## Work instruction
Each of the entries below is to be written out exactly, and the images skipped.

..............................

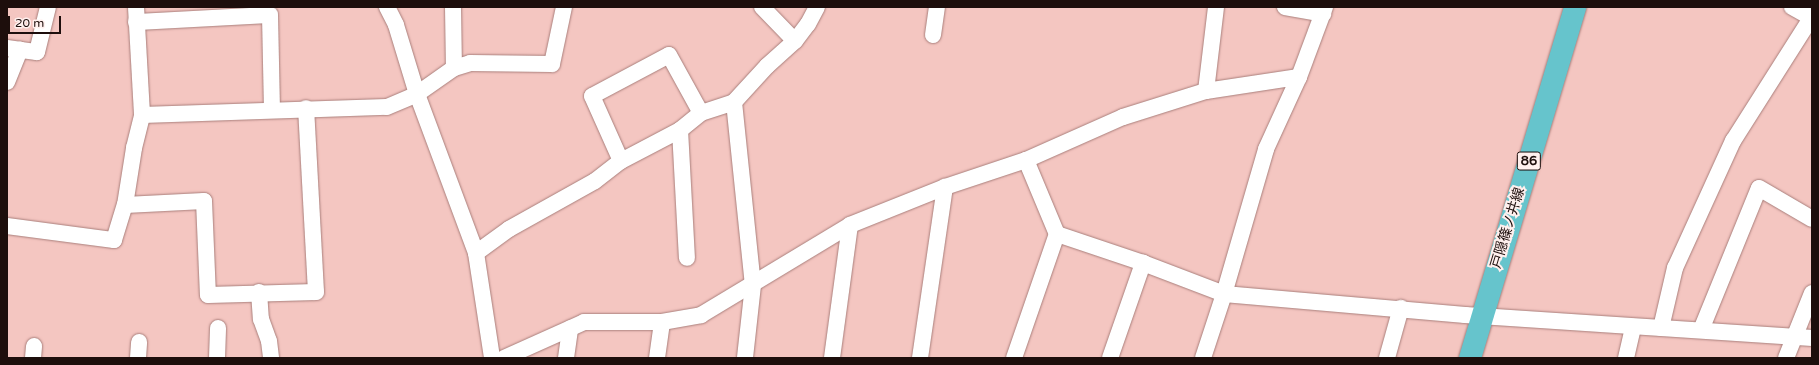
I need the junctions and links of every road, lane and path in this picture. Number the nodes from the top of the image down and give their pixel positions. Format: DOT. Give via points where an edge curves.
graph roads {
  1 [pos="48,7"];
  2 [pos="387,7"];
  3 [pos="453,7"];
  4 [pos="564,7"];
  5 [pos="762,7"];
  6 [pos="816,7"];
  7 [pos="938,7"];
  8 [pos="1216,7"];
  9 [pos="1285,7"];
  10 [pos="1575,7"];
  11 [pos="1792,7"];
  12 [pos="1324,11"];
  13 [pos="136,15"];
  14 [pos="1811,18"];
  15 [pos="933,35"];
  16 [pos="795,41"];
  17 [pos="13,49"];
  18 [pos="454,68"];
  19 [pos="1299,77"];
  20 [pos="7,82"];
  21 [pos="1206,91"];
  22 [pos="416,94"];
  23 [pos="734,102"];
  24 [pos="306,108"];
  25 [pos="272,109"];
  26 [pos="701,113"];
  27 [pos="142,115"];
  28 [pos="680,130"];
  29 [pos="1026,160"];
  30 [pos="621,161"];
  31 [pos="944,187"];
  32 [pos="125,205"];
  33 [pos="1812,219"];
  34 [pos="850,225"];
  35 [pos="7,226"];
  36 [pos="1057,234"];
  37 [pos="476,253"];
  38 [pos="687,258"];
  39 [pos="1143,263"];
  40 [pos="753,285"];
  41 [pos="259,292"];
  42 [pos="1812,293"];
  43 [pos="1224,294"];
  44 [pos="1401,308"];
  45 [pos="1482,316"];
  46 [pos="662,322"];
  47 [pos="1633,327"];
  48 [pos="218,328"];
  49 [pos="570,328"];
  50 [pos="1661,328"];
  51 [pos="1700,330"];
  52 [pos="1793,337"];
  53 [pos="1812,338"];
  54 [pos="217,358"];
  55 [pos="271,358"];
  56 [pos="492,358"];
  57 [pos="504,358"];
  58 [pos="566,358"];
  59 [pos="657,358"];
  60 [pos="745,358"];
  61 [pos="832,358"];
  62 [pos="920,358"];
  63 [pos="1014,358"];
  64 [pos="1110,358"];
  65 [pos="1203,358"];
  66 [pos="1387,358"];
  67 [pos="1470,358"];
  68 [pos="1626,358"];
  69 [pos="1786,358"];
  1 -- 17 [label="street" via="37,52"];
  2 -- 22 [label="street" via="396,25"];
  3 -- 18 [label="street"];
  4 -- 18 [label="street" via="552,64 470,63"];
  5 -- 16 [label="street"];
  6 -- 16 [label="street" via="808,24"];
  7 -- 15 [label="street"];
  8 -- 21 [label="street"];
  9 -- 12 [label="street"];
  10 -- 45 [label="main road, 戸隠篠ノ井線 / 86"];
  11 -- 14 [label="street"];
  12 -- 19 [label="street"];
  13 -- 25 [label="street" via="270,15"];
  13 -- 27 [label="street"];
  14 -- 50 [label="street" via="1733,140 1675,268"];
  16 -- 23 [label="street" via="766,66"];
  17 -- 20 [label="street"];
  18 -- 22 [label="street"];
  19 -- 21 [label="street"];
  19 -- 43 [label="street" via="1266,149"];
  21 -- 29 [label="street" via="1123,117"];
  22 -- 24 [label="street" via="387,107"];
  22 -- 37 [label="street"];
  23 -- 26 [label="street"];
  23 -- 40 [label="street"];
  24 -- 25 [label="street"];
  24 -- 41 [label="street" via="316,292"];
  25 -- 27 [label="street"];
  26 -- 28 [label="street"];
  26 -- 30 [label="street" via="669,55 592,96"];
  27 -- 32 [label="street"];
  28 -- 30 [label="street"];
  28 -- 38 [label="street"];
  29 -- 31 [label="street"];
  29 -- 36 [label="street"];
  30 -- 37 [label="street" via="595,181 509,229"];
  31 -- 34 [label="street"];
  31 -- 62 [label="street"];
  32 -- 35 [label="street" via="114,240"];
  32 -- 41 [label="street" via="204,201 208,295"];
  33 -- 51 [label="street" via="1759,188"];
  34 -- 40 [label="street"];
  34 -- 61 [label="street"];
  36 -- 39 [label="street"];
  36 -- 63 [label="street"];
  37 -- 56 [label="street"];
  39 -- 43 [label="street"];
  39 -- 64 [label="street"];
  40 -- 46 [label="street" via="701,315"];
  40 -- 60 [label="street"];
  41 -- 55 [label="street" via="261,319 269,341"];
  42 -- 52 [label="street"];
  43 -- 44 [label="street"];
  43 -- 65 [label="street"];
  44 -- 45 [label="street"];
  44 -- 66 [label="street"];
  45 -- 47 [label="street"];
  45 -- 67 [label="main road, 戸隠篠ノ井線 / 86"];
  46 -- 49 [label="street" via="584,322"];
  46 -- 59 [label="street"];
  47 -- 50 [label="street"];
  47 -- 68 [label="street"];
  48 -- 54 [label="street"];
  49 -- 57 [label="street"];
  49 -- 58 [label="street"];
  50 -- 51 [label="street"];
  51 -- 52 [label="street"];
  52 -- 53 [label="street"];
  52 -- 69 [label="street"];
}
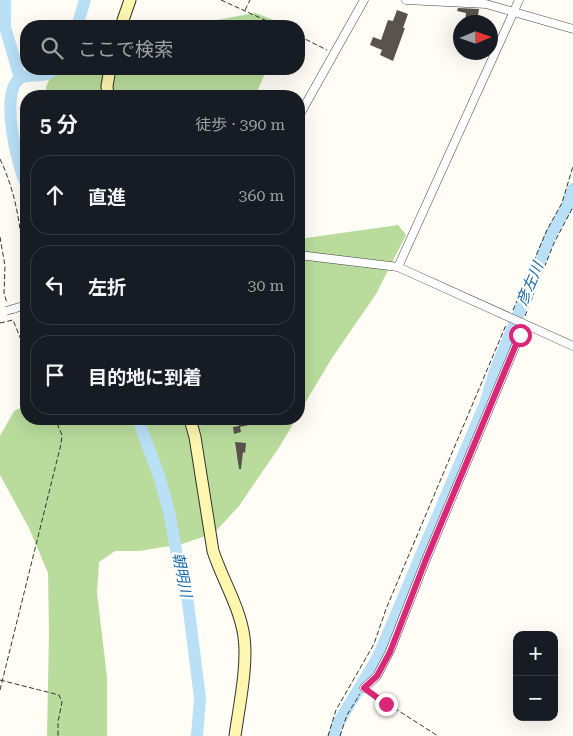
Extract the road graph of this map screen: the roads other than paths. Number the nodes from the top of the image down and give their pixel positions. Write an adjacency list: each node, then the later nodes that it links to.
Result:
1 (130, 0): 6 (street)
2 (364, 0): 10 (street)
3 (406, 0): 5 (street)
4 (519, 0): 5 (street)
5 (513, 12): 7 (street); 12 (street)
6 (123, 20)
7 (573, 29)
8 (109, 75): 9 (street)
9 (108, 90)
10 (305, 105)
11 (305, 257): 12 (street)
12 (398, 267): 15 (street)
13 (20, 308): 14 (street)
14 (6, 311)
15 (521, 323): 16 (street); 18 (street)
16 (573, 346)
17 (192, 425): 19 (street)
18 (364, 688)
19 (236, 736)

..............................

## Answer box
I need the junctions and links of every road, lane and path in this picture. Number the nodes from the top of the image down and give their pixel positions. Format: DOT. Give via points where an edge curves.
graph roads {
  1 [pos="48,7"];
  2 [pos="387,7"];
  3 [pos="453,7"];
  4 [pos="564,7"];
  5 [pos="762,7"];
  6 [pos="816,7"];
  7 [pos="938,7"];
  8 [pos="1216,7"];
  9 [pos="1285,7"];
  10 [pos="1575,7"];
  11 [pos="1792,7"];
  12 [pos="1324,11"];
  13 [pos="136,15"];
  14 [pos="1811,18"];
  15 [pos="933,35"];
  16 [pos="795,41"];
  17 [pos="13,49"];
  18 [pos="454,68"];
  19 [pos="1299,77"];
  20 [pos="7,82"];
  21 [pos="1206,91"];
  22 [pos="416,94"];
  23 [pos="734,102"];
  24 [pos="306,108"];
  25 [pos="272,109"];
  26 [pos="701,113"];
  27 [pos="142,115"];
  28 [pos="680,130"];
  29 [pos="1026,160"];
  30 [pos="621,161"];
  31 [pos="944,187"];
  32 [pos="125,205"];
  33 [pos="1812,219"];
  34 [pos="850,225"];
  35 [pos="7,226"];
  36 [pos="1057,234"];
  37 [pos="476,253"];
  38 [pos="687,258"];
  39 [pos="1143,263"];
  40 [pos="753,285"];
  41 [pos="259,292"];
  42 [pos="1812,293"];
  43 [pos="1224,294"];
  44 [pos="1401,308"];
  45 [pos="1482,316"];
  46 [pos="662,322"];
  47 [pos="1633,327"];
  48 [pos="218,328"];
  49 [pos="570,328"];
  50 [pos="1661,328"];
  51 [pos="1700,330"];
  52 [pos="1793,337"];
  53 [pos="1812,338"];
  54 [pos="217,358"];
  55 [pos="271,358"];
  56 [pos="492,358"];
  57 [pos="504,358"];
  58 [pos="566,358"];
  59 [pos="657,358"];
  60 [pos="745,358"];
  61 [pos="832,358"];
  62 [pos="920,358"];
  63 [pos="1014,358"];
  64 [pos="1110,358"];
  65 [pos="1203,358"];
  66 [pos="1387,358"];
  67 [pos="1470,358"];
  68 [pos="1626,358"];
  69 [pos="1786,358"];
  1 -- 17 [label="street" via="37,52"];
  2 -- 22 [label="street" via="396,25"];
  3 -- 18 [label="street"];
  4 -- 18 [label="street" via="552,64 470,63"];
  5 -- 16 [label="street"];
  6 -- 16 [label="street" via="808,24"];
  7 -- 15 [label="street"];
  8 -- 21 [label="street"];
  9 -- 12 [label="street"];
  10 -- 45 [label="main road, 戸隠篠ノ井線 / 86"];
  11 -- 14 [label="street"];
  12 -- 19 [label="street"];
  13 -- 25 [label="street" via="270,15"];
  13 -- 27 [label="street"];
  14 -- 50 [label="street" via="1733,140 1675,268"];
  16 -- 23 [label="street" via="766,66"];
  17 -- 20 [label="street"];
  18 -- 22 [label="street"];
  19 -- 21 [label="street"];
  19 -- 43 [label="street" via="1266,149"];
  21 -- 29 [label="street" via="1123,117"];
  22 -- 24 [label="street" via="387,107"];
  22 -- 37 [label="street"];
  23 -- 26 [label="street"];
  23 -- 40 [label="street"];
  24 -- 25 [label="street"];
  24 -- 41 [label="street" via="316,292"];
  25 -- 27 [label="street"];
  26 -- 28 [label="street"];
  26 -- 30 [label="street" via="669,55 592,96"];
  27 -- 32 [label="street"];
  28 -- 30 [label="street"];
  28 -- 38 [label="street"];
  29 -- 31 [label="street"];
  29 -- 36 [label="street"];
  30 -- 37 [label="street" via="595,181 509,229"];
  31 -- 34 [label="street"];
  31 -- 62 [label="street"];
  32 -- 35 [label="street" via="114,240"];
  32 -- 41 [label="street" via="204,201 208,295"];
  33 -- 51 [label="street" via="1759,188"];
  34 -- 40 [label="street"];
  34 -- 61 [label="street"];
  36 -- 39 [label="street"];
  36 -- 63 [label="street"];
  37 -- 56 [label="street"];
  39 -- 43 [label="street"];
  39 -- 64 [label="street"];
  40 -- 46 [label="street" via="701,315"];
  40 -- 60 [label="street"];
  41 -- 55 [label="street" via="261,319 269,341"];
  42 -- 52 [label="street"];
  43 -- 44 [label="street"];
  43 -- 65 [label="street"];
  44 -- 45 [label="street"];
  44 -- 66 [label="street"];
  45 -- 47 [label="street"];
  45 -- 67 [label="main road, 戸隠篠ノ井線 / 86"];
  46 -- 49 [label="street" via="584,322"];
  46 -- 59 [label="street"];
  47 -- 50 [label="street"];
  47 -- 68 [label="street"];
  48 -- 54 [label="street"];
  49 -- 57 [label="street"];
  49 -- 58 [label="street"];
  50 -- 51 [label="street"];
  51 -- 52 [label="street"];
  52 -- 53 [label="street"];
  52 -- 69 [label="street"];
}
Extract the road graph of this map screen: the roads other than paths. Number the nodes from the top of the image down and give their pixel positions. Write an adjacency list: each node, then the later nodes that it links to.
Result:
1 (130, 0): 6 (street)
2 (364, 0): 10 (street)
3 (406, 0): 5 (street)
4 (519, 0): 5 (street)
5 (513, 12): 7 (street); 12 (street)
6 (123, 20)
7 (573, 29)
8 (109, 75): 9 (street)
9 (108, 90)
10 (305, 105)
11 (305, 257): 12 (street)
12 (398, 267): 15 (street)
13 (20, 308): 14 (street)
14 (6, 311)
15 (521, 323): 16 (street); 18 (street)
16 (573, 346)
17 (192, 425): 19 (street)
18 (364, 688)
19 (236, 736)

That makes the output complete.